#### Work to complete:
Across the data below, state how many lines hold "dead", and reply with nothing but that number.

#### Exercise data:
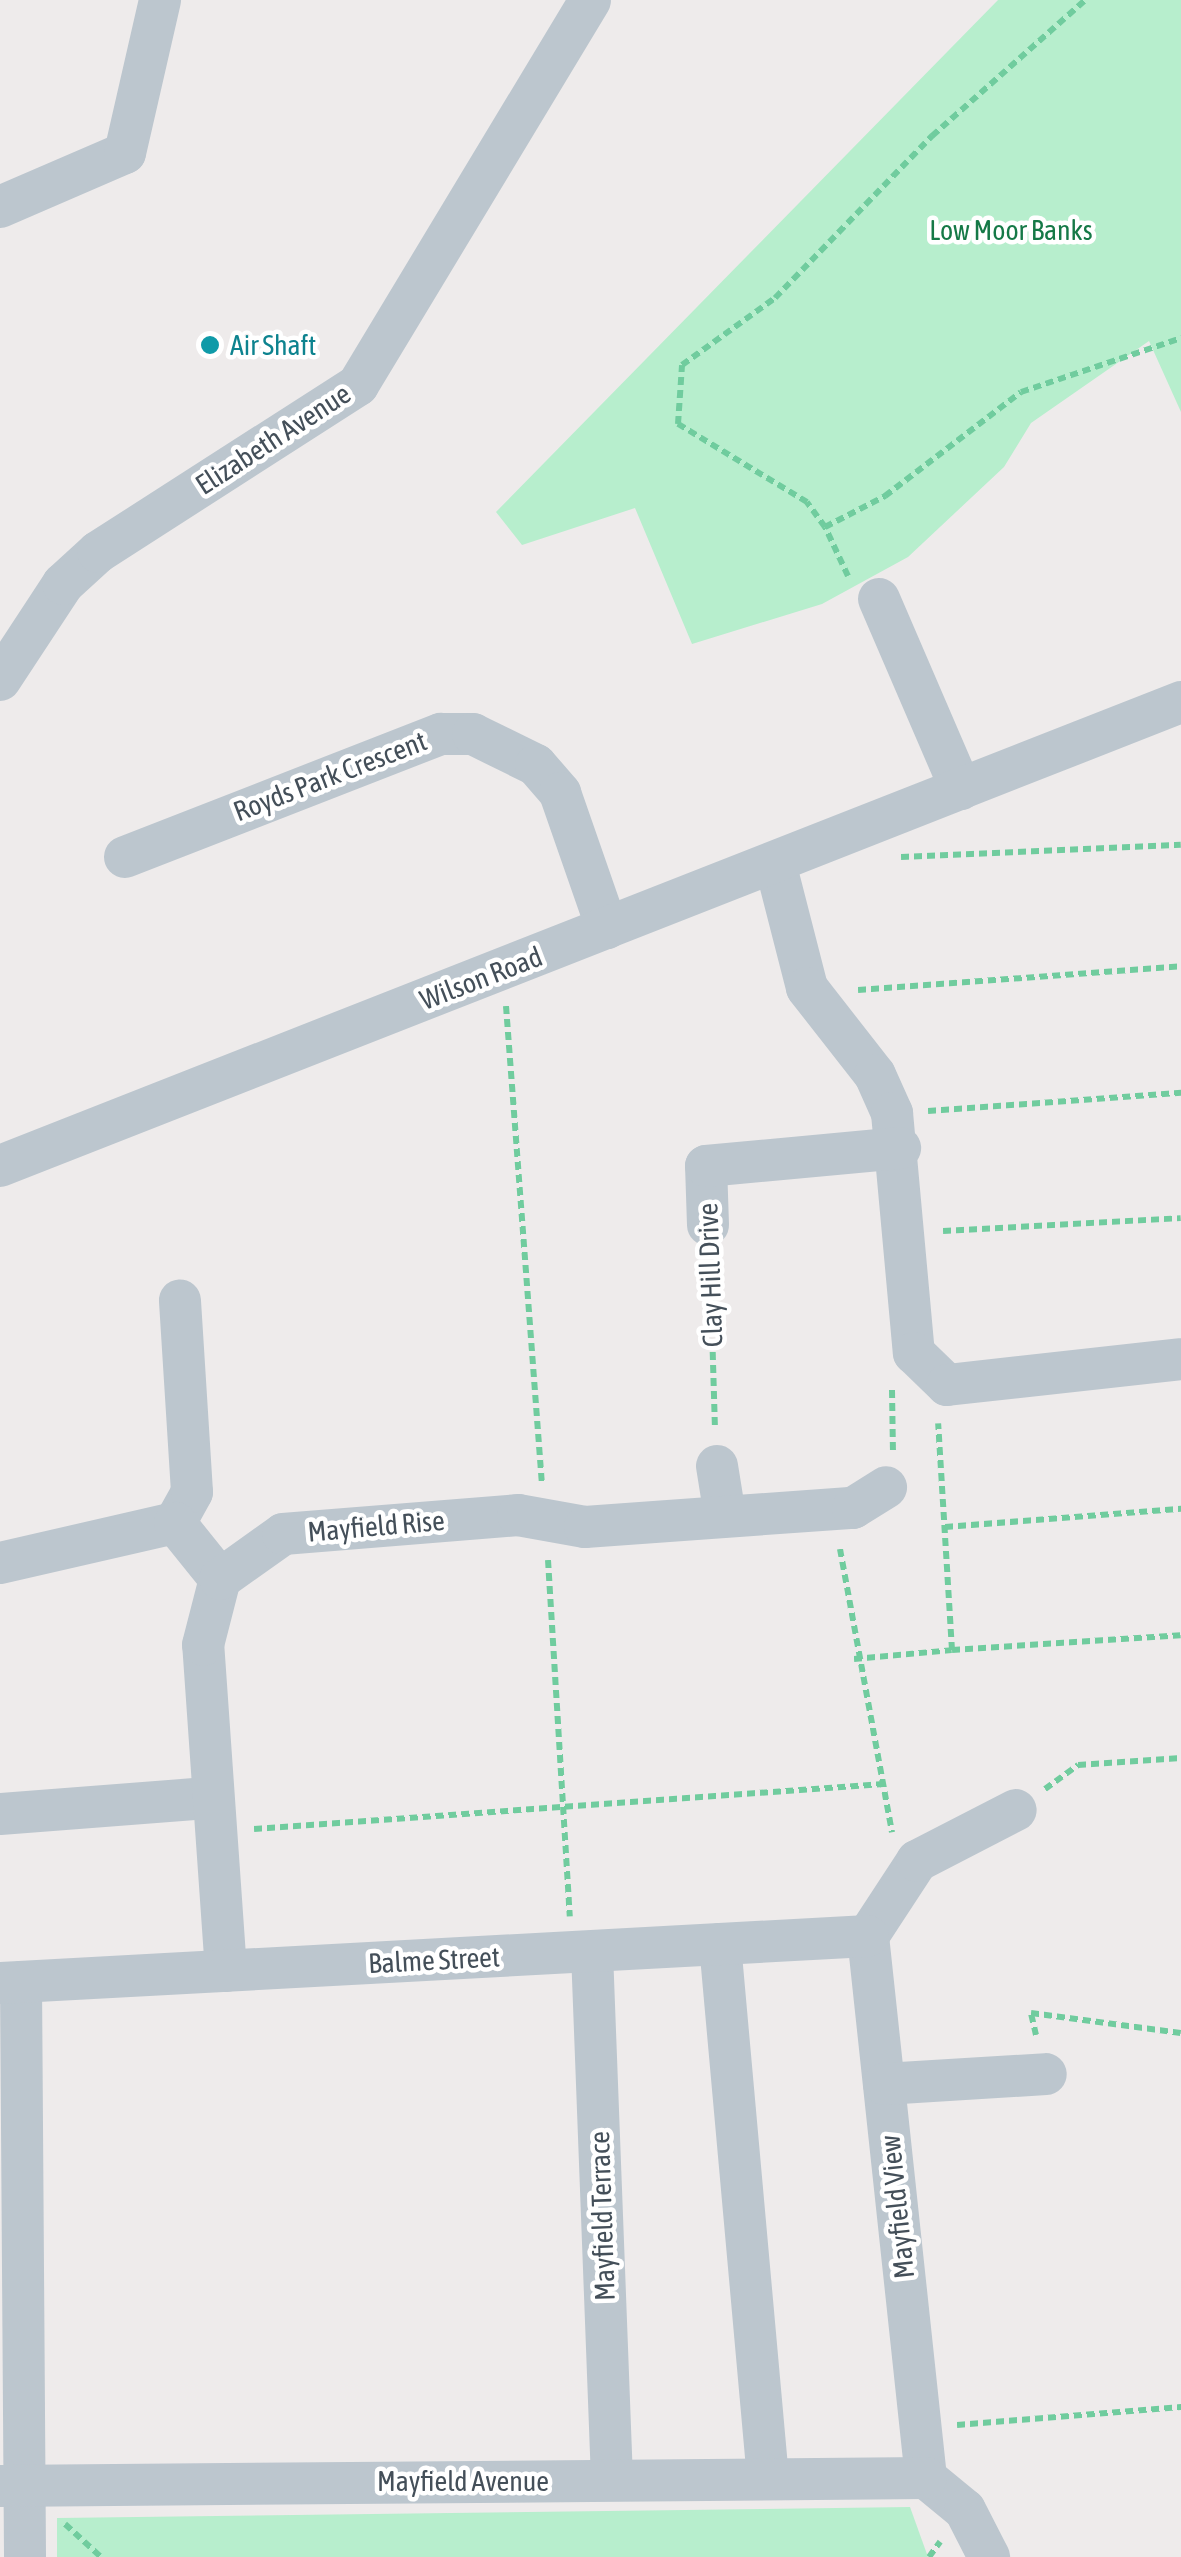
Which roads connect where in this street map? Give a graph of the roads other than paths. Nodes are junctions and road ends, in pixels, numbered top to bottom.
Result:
1 (160, 0) edge
2 (590, 0) edge
3 (0, 207) edge
4 (879, 598) road end
5 (0, 680) edge
6 (1181, 702) edge
7 (961, 789) junction
8 (125, 857) dead end
9 (775, 863) junction
10 (607, 928) junction
11 (896, 1130) junction
12 (0, 1166) edge
13 (708, 1225) road end
14 (180, 1300) dead end
15 (1181, 1359) edge
16 (716, 1466) road end
17 (886, 1487) road end
18 (726, 1516) junction
19 (175, 1523) junction
20 (0, 1563) edge
21 (220, 1579) junction
22 (1016, 1810) road end
23 (0, 1814) edge
24 (212, 1815) junction
25 (868, 1936) junction
26 (720, 1944) junction
27 (581, 1952) junction
28 (226, 1971) junction
29 (11, 1983) edge
30 (1046, 2074) road end
31 (884, 2084) junction
32 (11, 2285) edge
33 (926, 2478) junction
34 (768, 2479) junction
35 (612, 2480) junction
36 (12, 2486) edge
37 (24, 2557) edge
38 (989, 2557) edge

1 - 3 street
2 - 5 street, Elizabeth Avenue
4 - 7 street
6 - 7 street, Wilson Road
7 - 9 street, Wilson Road
8 - 10 street, Royds Park Crescent
9 - 10 street, Wilson Road
9 - 11 street
10 - 12 street, Wilson Road
11 - 13 street, Clay Hill Drive
11 - 15 street
14 - 19 street
16 - 18 street
17 - 18 street
18 - 21 street, Mayfield Rise
19 - 20 street
19 - 21 street
21 - 24 street
22 - 25 street
23 - 24 street
24 - 28 street
25 - 26 street, Balme Street
25 - 31 street, Mayfield View
26 - 27 street, Balme Street
26 - 34 street
27 - 28 street, Balme Street
27 - 35 street, Mayfield Terrace
28 - 29 street, Balme Street
29 - 32 street
30 - 31 street
31 - 33 street, Mayfield View
32 - 36 street
33 - 34 street, Mayfield Avenue
33 - 38 street
34 - 35 street, Mayfield Avenue
35 - 36 street, Mayfield Avenue
36 - 37 street

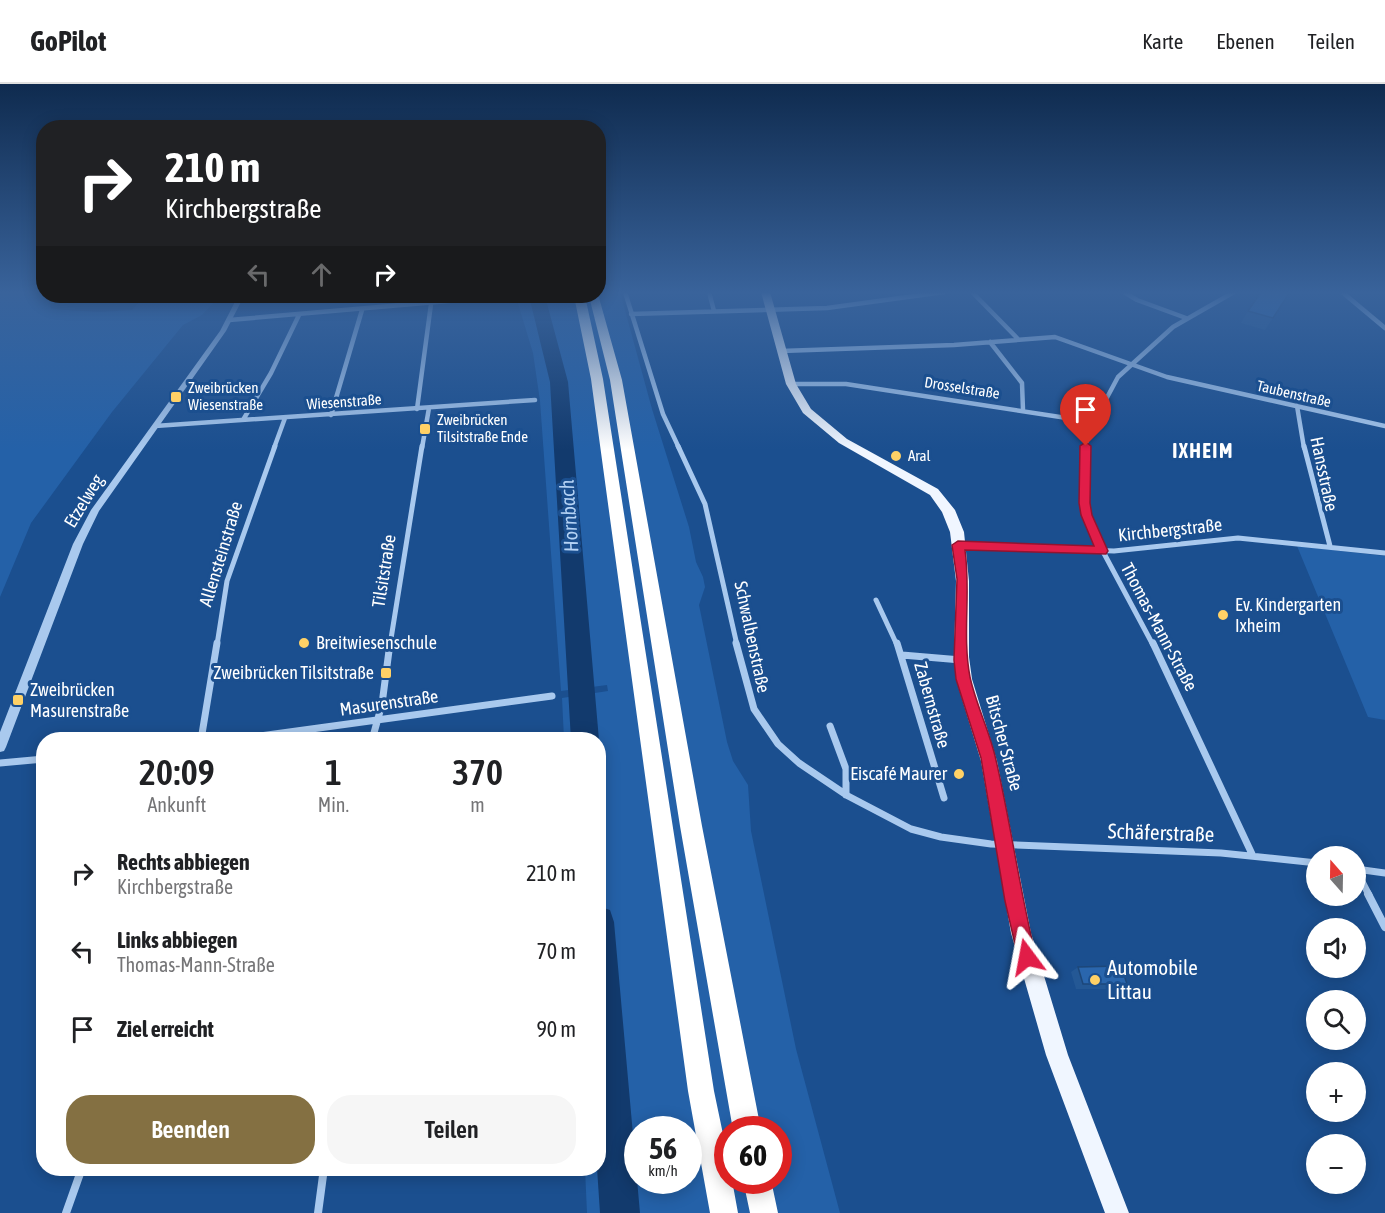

#### Solution for this task:
2